Herr Thierse, zum Start der bundesweiten Aktionswochen gegen Antisemitismus legte die Amadeu-Antonio-Stiftung am 6.11. eine Studie über die Notwendigkeit von mehr Bildungsarbeit gegen Antisemitismus vor. Demnach nimmt die Judenfeindlichkeit auch in Ostdeutschland zu. Dabei verstand sich die DDR doch als 'antifaschistischer Staat?
Es ist eigentümlich. Es gab in der DDR gewiss viele authentische Antifaschisten. Aber es gab eben auch den verordneten, autoritären Antifaschismus - in den so etwas wie Antisemitismus überhaupt nicht passte. Die DDR-Politik befleißigte sich eines außenpolitischen Antizionismus.
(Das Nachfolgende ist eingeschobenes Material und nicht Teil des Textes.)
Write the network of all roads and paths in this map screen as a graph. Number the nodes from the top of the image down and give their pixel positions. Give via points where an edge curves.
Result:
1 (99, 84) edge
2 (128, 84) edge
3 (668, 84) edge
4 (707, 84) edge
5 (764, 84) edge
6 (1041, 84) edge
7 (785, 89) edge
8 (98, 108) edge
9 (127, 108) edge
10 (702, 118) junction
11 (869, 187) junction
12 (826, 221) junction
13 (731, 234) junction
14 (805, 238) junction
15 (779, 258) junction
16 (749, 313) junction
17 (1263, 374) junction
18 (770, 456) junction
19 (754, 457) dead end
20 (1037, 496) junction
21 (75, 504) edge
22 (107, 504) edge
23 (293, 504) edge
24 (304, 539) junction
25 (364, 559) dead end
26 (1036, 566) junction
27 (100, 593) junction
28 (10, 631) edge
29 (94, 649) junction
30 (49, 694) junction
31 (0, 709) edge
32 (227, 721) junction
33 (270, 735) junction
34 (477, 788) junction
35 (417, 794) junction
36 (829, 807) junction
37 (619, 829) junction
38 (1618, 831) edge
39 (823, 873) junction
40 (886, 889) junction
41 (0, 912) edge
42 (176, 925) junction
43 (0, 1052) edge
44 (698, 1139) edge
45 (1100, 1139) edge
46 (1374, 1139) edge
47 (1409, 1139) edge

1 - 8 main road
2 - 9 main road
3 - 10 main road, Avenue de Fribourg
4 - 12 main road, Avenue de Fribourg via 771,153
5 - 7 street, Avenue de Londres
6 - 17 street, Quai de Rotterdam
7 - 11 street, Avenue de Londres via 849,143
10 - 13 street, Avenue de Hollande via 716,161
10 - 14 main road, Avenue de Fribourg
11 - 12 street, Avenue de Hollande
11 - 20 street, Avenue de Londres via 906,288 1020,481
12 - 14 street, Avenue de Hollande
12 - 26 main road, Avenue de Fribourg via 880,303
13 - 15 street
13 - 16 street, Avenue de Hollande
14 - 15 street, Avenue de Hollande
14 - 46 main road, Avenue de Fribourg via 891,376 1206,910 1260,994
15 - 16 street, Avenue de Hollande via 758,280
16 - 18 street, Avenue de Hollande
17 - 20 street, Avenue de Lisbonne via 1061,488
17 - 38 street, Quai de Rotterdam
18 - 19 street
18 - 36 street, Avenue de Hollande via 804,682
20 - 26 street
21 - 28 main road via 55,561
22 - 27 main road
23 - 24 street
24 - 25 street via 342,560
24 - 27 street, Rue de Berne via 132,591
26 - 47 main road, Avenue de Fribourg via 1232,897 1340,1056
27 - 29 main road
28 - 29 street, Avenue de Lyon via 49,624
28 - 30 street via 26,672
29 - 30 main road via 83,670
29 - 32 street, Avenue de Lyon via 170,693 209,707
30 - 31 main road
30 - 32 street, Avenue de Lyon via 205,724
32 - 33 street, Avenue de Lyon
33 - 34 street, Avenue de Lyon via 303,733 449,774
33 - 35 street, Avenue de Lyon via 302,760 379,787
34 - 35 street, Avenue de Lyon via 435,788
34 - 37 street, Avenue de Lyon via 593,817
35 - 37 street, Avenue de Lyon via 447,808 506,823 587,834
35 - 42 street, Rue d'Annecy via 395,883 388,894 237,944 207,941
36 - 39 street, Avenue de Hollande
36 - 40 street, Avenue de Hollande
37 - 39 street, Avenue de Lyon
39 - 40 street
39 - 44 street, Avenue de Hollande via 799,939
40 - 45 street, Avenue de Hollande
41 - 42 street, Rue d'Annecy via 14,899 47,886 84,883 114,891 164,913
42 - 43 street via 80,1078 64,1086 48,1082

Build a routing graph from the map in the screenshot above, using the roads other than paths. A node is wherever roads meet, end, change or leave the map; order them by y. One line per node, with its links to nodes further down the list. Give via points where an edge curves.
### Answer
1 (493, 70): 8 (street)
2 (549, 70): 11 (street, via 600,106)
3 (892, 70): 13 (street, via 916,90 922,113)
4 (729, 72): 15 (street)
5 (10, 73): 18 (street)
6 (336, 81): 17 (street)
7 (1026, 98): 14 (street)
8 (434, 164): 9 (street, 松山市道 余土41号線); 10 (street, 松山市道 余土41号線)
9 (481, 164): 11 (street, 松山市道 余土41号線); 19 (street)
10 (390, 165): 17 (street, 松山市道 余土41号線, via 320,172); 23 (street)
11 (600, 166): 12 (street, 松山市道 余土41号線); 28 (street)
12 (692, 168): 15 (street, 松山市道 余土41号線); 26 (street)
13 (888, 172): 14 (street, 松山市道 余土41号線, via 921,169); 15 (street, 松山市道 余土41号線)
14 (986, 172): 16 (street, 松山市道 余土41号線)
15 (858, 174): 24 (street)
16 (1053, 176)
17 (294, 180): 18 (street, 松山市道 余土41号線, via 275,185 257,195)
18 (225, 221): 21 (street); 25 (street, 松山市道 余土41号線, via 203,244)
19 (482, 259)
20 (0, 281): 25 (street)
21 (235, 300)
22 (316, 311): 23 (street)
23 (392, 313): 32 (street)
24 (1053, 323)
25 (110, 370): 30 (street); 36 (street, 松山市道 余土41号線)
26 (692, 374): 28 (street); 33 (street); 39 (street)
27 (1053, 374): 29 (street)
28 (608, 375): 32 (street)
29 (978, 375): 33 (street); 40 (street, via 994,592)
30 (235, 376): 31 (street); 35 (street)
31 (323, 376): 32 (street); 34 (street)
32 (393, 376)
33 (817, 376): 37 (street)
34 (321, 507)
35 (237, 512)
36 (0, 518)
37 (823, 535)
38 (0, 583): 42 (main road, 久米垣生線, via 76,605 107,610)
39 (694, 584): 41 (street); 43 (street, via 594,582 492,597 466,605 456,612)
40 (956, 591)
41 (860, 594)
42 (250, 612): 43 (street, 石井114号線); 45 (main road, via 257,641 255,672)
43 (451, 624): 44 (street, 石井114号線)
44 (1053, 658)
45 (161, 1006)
Also durfte über Judenfeindschaft im Lande gar nicht diskutiert werden. Die DDR-Ideologiegeschichte ist ein Beispiel dafür, wie autoritärer, von oben verordneter Antifaschismus schief gehen kann.
Inzwischen gewinnt die NPD im Osten immer mehr Anhänger. Ihre Partei, die SPD, setzt sich für ein Verbot der NPD ein. Was spricht für das Verbot?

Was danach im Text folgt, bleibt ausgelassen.